Parole Denied for Busy Manson
Friday, March 28th, 1997
CORCORAN, Mar. 28 – A gray-haired, gray-bearded Charles Manson was denied parole for a ninth time on Thursday after conceding that he does not want it.
“I’m involved in too many things,” he said. “I have a Web site I’m working on,” he told a three-member panel of the state Board of Corrections.
Manson, now 62, rambled on for about an hour, giving the panel a taste of the rhetoric that has marked his appearances before other parole boards in past years.
Manson insisted he did not kill actress Sharon Tate and six others in 1969.
“I’ve killed a lot of people in my life,” he said. “I have. But I was convicted for things I didn’t do and I was let loose for things I did.”
Of the infamous Tate-LaBianca murders, he angrily said, “I didn’t have nothing to do with killing those people, period. I’ve told you that. I wasn’t around when those people were killed.”
He is serving a life sentence at the high-security state prison in this southern San Joaquin Valley town.
Manson at first sent word that he did not want to appear at the hearing, but showed up at the last minute.
His gray hair was wavy and neatly combed, his face craggy with age. His forehead still bore the deep swastika that he carved there during his 1970 trial.
Manson showed that he was keeping up on the news by almost immediately mentioning the mass suicide of 39 people in San Diego a day earlier.
Ranting about various complaints he had against former Presidents Nixon and Reagan, Manson suddenly declared: “These monks that just took their heads in San Diego – they’re way behind the times.”
The hearing opened with a recounting of the grisly 1969 killings. As a board member described the death of the victims, including Tate, who was 8 1/2 months pregnant, Manson appeared to get tearful and wiped his eyes. But he quickly returned to his accustomed bravado.
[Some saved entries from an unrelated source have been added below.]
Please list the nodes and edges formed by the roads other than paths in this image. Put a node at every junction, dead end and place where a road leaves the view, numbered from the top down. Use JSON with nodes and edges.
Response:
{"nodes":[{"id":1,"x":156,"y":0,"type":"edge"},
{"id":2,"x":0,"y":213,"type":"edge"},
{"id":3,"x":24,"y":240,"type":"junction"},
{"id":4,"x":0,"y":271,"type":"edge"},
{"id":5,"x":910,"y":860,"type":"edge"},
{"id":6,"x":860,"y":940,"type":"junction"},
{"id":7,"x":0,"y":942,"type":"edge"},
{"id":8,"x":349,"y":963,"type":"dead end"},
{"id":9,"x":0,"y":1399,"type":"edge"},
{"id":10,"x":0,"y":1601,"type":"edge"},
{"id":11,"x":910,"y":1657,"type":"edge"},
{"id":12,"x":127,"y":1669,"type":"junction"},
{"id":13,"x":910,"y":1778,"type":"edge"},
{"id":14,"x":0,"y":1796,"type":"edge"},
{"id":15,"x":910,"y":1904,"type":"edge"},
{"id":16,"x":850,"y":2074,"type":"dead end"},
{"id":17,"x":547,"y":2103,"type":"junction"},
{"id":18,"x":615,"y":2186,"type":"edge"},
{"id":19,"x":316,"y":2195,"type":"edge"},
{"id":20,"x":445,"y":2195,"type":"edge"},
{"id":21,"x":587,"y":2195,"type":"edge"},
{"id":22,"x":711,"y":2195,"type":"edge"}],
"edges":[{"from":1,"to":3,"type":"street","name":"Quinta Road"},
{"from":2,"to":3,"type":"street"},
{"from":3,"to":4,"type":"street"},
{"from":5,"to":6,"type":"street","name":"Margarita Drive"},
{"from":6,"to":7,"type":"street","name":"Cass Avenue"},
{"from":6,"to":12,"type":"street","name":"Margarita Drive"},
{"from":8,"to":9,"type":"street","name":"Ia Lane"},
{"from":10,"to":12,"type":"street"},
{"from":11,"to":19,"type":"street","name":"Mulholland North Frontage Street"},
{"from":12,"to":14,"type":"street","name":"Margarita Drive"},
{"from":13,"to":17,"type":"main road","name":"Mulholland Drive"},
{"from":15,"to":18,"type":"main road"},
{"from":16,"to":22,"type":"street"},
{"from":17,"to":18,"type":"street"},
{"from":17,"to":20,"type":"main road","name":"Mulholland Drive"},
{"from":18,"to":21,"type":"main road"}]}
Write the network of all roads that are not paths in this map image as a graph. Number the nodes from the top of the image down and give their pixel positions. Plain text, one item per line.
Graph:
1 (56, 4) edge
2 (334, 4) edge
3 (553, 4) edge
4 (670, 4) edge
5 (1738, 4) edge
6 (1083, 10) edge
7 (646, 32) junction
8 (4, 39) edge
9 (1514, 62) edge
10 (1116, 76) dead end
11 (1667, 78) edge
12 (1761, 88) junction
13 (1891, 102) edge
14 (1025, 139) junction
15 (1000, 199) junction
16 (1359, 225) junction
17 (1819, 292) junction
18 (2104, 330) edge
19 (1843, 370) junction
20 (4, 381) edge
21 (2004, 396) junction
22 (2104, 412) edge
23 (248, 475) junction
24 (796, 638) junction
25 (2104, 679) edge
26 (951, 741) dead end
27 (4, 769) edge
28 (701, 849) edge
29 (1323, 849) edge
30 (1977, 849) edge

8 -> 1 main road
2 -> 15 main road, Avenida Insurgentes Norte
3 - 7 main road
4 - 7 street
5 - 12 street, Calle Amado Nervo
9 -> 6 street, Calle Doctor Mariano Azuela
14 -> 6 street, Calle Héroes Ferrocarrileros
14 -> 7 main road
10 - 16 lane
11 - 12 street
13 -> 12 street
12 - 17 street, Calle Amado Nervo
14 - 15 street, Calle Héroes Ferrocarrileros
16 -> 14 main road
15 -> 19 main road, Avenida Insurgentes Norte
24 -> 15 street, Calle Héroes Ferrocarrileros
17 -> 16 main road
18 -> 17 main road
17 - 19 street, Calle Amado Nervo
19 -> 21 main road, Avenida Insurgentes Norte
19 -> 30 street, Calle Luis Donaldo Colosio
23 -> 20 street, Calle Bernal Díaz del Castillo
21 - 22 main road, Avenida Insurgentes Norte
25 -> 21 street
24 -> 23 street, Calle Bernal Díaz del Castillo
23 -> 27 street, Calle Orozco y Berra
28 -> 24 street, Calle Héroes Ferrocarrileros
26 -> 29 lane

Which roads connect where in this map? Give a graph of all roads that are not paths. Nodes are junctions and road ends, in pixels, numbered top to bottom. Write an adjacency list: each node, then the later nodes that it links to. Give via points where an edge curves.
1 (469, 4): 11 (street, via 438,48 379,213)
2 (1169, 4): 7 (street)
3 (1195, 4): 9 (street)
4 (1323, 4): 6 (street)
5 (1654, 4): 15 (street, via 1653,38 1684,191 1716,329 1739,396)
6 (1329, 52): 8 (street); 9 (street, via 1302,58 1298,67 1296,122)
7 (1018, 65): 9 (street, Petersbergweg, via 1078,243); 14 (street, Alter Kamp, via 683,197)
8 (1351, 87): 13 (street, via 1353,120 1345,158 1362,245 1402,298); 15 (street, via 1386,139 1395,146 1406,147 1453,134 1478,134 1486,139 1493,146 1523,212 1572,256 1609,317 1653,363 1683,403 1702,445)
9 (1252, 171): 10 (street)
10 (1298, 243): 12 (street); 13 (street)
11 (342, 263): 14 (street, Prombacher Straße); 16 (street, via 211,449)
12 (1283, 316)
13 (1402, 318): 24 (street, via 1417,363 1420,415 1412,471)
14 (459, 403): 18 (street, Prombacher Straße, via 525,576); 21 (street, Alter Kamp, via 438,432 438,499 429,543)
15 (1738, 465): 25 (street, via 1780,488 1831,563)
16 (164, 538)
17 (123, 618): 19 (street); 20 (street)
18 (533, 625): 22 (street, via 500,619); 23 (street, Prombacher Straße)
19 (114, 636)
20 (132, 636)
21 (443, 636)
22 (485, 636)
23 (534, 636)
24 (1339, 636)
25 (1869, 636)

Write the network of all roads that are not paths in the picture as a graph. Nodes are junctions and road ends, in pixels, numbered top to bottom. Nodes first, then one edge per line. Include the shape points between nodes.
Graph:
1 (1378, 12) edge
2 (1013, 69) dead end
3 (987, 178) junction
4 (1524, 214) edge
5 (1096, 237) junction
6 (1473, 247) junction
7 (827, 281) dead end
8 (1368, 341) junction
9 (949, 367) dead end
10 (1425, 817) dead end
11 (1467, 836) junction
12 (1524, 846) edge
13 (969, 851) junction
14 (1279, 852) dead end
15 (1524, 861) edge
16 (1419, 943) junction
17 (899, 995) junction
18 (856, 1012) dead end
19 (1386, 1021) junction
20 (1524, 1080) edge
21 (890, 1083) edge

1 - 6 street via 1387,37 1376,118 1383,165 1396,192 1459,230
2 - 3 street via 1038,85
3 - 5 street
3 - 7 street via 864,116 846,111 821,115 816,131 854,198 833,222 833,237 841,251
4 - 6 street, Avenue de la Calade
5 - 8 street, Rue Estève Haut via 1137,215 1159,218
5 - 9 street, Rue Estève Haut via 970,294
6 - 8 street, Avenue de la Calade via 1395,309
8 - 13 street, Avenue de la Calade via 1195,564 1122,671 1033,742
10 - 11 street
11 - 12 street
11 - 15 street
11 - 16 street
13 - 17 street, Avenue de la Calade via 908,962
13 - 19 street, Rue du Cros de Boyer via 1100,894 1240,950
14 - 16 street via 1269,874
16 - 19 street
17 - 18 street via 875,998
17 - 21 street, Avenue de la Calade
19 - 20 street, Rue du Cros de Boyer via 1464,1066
Los Angeles County Deputy District Attorney Stephen Kay, one of the original prosecutors, argued against Manson’s release as he has done at every parole hearing.
“Finding Charles Manson unsuitable for parole is the easiest decision you will have this year,” he told the panel. “Mr. Manson and I both know that Charles Manson will never be suitable parole.”
Manson appeared to agree, chiming in at one point: “Parole isn’t a reasonable perspective. I really wouldn’t take a parole. …I’ve got to go back to court and get my rights.”
Manson long has contended that he did not get a fair trial because he was tried along with three women followers. They ultimately admitted their roles in the killings but said Manson killed no one.
The psychiatric report noted that Manson had commented at one point: “This is a better life than an old folks home.”
Manson gave the psychiatrist high marks.
“Whoever did that, did a really nice job, didn’t he?” he asked the panel. “He’s making me look a lot better than I am.”
The board took 20 minutes to make its decision. When it returned and informed Manson that he would be serving at least another five years, he asked to speak again.
“I accept this decision,” he said. “That’s cool.”